● **Given data**:
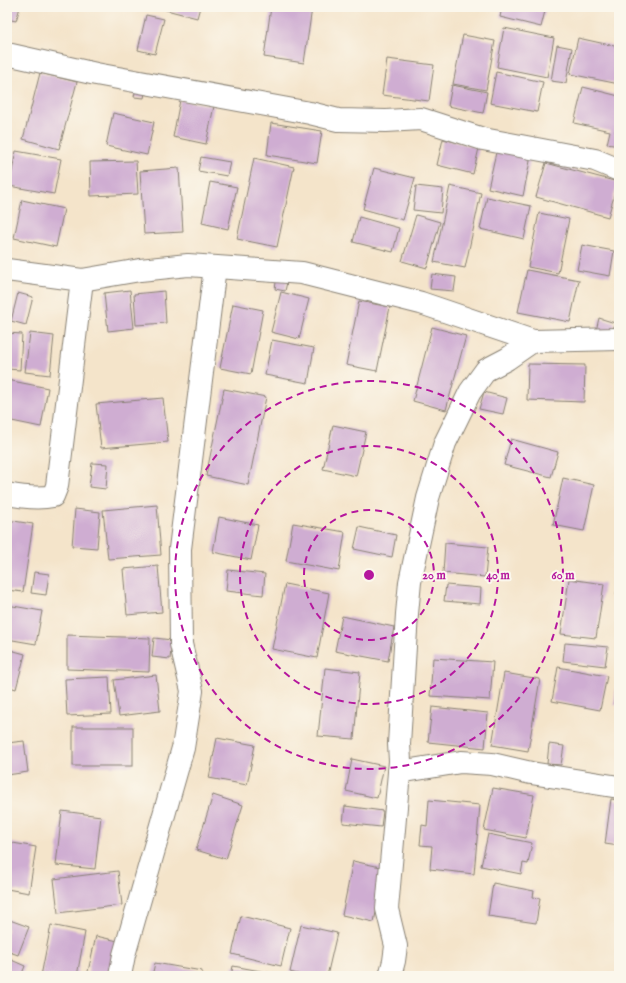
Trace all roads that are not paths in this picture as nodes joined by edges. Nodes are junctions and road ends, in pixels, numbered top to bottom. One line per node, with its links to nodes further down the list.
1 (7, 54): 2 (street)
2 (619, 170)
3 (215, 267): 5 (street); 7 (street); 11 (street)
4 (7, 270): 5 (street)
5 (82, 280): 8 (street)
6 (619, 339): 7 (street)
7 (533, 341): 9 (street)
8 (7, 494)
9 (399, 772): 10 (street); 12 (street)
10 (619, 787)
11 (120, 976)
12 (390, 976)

● **Work required**: Reproduce the listing word for word and omit its pictures.

● **Result**:
Trace all roads that are not paths in this picture as nodes joined by edges. Nodes are junctions and road ends, in pixels, numbered top to bottom. One line per node, with its links to nodes further down the list.
1 (7, 54): 2 (street)
2 (619, 170)
3 (215, 267): 5 (street); 7 (street); 11 (street)
4 (7, 270): 5 (street)
5 (82, 280): 8 (street)
6 (619, 339): 7 (street)
7 (533, 341): 9 (street)
8 (7, 494)
9 (399, 772): 10 (street); 12 (street)
10 (619, 787)
11 (120, 976)
12 (390, 976)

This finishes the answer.